Read the data, and whenever a line holds the word "Avenue", report that line.

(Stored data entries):
* * *
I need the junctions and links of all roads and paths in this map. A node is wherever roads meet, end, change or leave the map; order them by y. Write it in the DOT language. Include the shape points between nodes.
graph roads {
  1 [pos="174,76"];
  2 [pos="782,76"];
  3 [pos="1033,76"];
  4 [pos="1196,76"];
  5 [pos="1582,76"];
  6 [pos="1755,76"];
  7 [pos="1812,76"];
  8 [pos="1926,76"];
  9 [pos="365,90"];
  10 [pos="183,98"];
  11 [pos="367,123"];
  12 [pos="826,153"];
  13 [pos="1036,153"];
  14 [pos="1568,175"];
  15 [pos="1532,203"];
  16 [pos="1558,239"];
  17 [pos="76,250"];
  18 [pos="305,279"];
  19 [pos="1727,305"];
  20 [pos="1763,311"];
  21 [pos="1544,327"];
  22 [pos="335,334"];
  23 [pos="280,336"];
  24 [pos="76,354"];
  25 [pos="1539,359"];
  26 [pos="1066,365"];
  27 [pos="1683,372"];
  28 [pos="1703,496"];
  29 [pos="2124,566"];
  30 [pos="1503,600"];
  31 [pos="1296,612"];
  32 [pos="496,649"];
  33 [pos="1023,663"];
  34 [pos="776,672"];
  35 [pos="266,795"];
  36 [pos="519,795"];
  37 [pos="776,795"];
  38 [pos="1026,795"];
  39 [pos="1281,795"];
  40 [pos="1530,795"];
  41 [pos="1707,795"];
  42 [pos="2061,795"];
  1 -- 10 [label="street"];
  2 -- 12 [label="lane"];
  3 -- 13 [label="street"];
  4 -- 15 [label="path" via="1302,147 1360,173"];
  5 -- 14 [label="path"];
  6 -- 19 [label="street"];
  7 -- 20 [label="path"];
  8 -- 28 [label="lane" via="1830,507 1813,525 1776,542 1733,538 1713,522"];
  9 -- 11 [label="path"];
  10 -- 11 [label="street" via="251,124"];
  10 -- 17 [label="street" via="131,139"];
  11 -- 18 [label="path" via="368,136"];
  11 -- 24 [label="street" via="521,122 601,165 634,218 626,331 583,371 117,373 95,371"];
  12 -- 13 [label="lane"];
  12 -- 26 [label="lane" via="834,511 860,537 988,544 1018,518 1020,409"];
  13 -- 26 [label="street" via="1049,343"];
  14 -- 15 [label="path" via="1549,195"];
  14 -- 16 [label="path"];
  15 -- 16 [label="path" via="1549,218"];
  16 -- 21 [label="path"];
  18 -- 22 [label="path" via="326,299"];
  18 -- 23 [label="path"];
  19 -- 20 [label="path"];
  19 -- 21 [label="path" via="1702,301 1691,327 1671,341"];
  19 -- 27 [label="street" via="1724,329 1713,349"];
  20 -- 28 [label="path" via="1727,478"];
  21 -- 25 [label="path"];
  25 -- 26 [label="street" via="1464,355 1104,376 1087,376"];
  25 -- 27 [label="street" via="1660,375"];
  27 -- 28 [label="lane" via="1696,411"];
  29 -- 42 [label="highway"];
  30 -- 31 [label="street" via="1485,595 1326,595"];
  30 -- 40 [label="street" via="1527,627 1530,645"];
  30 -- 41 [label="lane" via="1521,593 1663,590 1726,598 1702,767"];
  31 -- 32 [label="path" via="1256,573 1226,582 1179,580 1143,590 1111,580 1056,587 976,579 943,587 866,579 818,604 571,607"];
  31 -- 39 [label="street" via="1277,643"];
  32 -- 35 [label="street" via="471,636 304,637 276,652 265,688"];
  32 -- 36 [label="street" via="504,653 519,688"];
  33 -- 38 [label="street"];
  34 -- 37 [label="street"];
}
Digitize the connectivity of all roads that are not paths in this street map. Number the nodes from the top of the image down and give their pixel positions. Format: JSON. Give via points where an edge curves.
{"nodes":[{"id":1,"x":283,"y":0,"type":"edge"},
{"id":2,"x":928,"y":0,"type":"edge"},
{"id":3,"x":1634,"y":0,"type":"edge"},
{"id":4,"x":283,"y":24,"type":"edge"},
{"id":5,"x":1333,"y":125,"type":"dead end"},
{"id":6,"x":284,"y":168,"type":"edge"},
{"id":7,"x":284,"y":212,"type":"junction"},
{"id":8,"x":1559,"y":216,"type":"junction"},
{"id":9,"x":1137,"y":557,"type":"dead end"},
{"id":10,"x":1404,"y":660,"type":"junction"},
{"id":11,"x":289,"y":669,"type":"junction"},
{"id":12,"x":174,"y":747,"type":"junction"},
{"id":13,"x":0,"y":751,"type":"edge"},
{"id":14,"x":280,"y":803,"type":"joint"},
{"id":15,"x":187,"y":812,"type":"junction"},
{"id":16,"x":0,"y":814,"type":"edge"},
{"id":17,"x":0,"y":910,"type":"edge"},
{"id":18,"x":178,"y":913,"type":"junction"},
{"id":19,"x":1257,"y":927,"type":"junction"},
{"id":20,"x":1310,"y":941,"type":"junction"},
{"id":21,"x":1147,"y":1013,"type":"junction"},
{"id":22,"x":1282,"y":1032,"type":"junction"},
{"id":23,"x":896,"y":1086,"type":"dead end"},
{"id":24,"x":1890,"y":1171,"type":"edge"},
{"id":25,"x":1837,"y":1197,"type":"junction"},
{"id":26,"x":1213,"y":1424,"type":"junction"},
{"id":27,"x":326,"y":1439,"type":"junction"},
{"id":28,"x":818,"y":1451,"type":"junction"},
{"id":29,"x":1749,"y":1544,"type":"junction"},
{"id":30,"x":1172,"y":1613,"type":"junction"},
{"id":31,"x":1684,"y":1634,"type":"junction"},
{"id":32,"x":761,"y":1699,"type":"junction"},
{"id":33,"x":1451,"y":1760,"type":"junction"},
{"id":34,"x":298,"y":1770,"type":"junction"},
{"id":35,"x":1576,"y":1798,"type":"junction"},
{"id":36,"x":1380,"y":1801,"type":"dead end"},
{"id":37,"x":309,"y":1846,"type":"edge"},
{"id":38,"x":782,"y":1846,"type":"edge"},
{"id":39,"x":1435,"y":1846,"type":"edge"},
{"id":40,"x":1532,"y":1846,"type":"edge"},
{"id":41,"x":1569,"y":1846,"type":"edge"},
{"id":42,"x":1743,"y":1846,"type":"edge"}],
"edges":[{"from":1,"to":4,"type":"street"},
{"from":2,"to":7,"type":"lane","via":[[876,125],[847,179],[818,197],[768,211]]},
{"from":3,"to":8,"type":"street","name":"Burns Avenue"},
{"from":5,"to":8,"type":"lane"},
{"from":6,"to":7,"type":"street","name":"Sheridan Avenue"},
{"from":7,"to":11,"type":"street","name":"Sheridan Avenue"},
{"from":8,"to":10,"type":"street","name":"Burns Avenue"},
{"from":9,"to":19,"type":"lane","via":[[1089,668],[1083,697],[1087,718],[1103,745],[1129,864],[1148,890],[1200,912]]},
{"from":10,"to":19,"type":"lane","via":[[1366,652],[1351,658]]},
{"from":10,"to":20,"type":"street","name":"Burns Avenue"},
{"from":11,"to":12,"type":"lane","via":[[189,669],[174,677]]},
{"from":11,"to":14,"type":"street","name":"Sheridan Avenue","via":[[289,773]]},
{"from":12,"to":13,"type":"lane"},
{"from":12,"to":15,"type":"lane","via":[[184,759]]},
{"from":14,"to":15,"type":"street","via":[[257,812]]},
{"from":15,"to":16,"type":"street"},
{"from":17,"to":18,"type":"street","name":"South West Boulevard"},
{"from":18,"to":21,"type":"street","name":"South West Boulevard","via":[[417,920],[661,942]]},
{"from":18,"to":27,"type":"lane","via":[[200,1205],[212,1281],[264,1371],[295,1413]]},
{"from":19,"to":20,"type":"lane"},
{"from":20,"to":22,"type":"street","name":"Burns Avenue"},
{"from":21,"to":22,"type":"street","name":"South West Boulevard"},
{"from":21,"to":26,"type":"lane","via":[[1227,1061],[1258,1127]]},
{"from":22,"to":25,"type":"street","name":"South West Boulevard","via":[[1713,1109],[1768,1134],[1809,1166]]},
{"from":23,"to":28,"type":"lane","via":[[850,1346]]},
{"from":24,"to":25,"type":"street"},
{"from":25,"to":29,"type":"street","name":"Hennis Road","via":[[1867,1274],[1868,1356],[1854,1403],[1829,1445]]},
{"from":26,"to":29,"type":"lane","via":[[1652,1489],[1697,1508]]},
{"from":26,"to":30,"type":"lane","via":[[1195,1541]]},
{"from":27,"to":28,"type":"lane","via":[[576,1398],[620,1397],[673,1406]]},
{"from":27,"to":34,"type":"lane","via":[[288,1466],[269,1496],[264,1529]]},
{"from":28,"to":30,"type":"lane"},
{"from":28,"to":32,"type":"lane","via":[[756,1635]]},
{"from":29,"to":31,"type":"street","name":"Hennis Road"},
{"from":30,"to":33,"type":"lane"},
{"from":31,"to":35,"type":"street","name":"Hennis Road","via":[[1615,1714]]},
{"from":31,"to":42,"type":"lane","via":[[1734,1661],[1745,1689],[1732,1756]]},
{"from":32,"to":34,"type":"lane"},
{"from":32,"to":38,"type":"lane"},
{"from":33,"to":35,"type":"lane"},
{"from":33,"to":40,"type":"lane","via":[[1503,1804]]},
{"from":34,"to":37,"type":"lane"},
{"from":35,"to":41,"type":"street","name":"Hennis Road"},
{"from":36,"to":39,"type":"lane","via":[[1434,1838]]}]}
* * *
(Your response):
{"from":3,"to":8,"type":"street","name":"Burns Avenue"},
{"from":6,"to":7,"type":"street","name":"Sheridan Avenue"},
{"from":7,"to":11,"type":"street","name":"Sheridan Avenue"},
{"from":8,"to":10,"type":"street","name":"Burns Avenue"},
{"from":10,"to":20,"type":"street","name":"Burns Avenue"},
{"from":11,"to":14,"type":"street","name":"Sheridan Avenue","via":[[289,773]]},
{"from":20,"to":22,"type":"street","name":"Burns Avenue"},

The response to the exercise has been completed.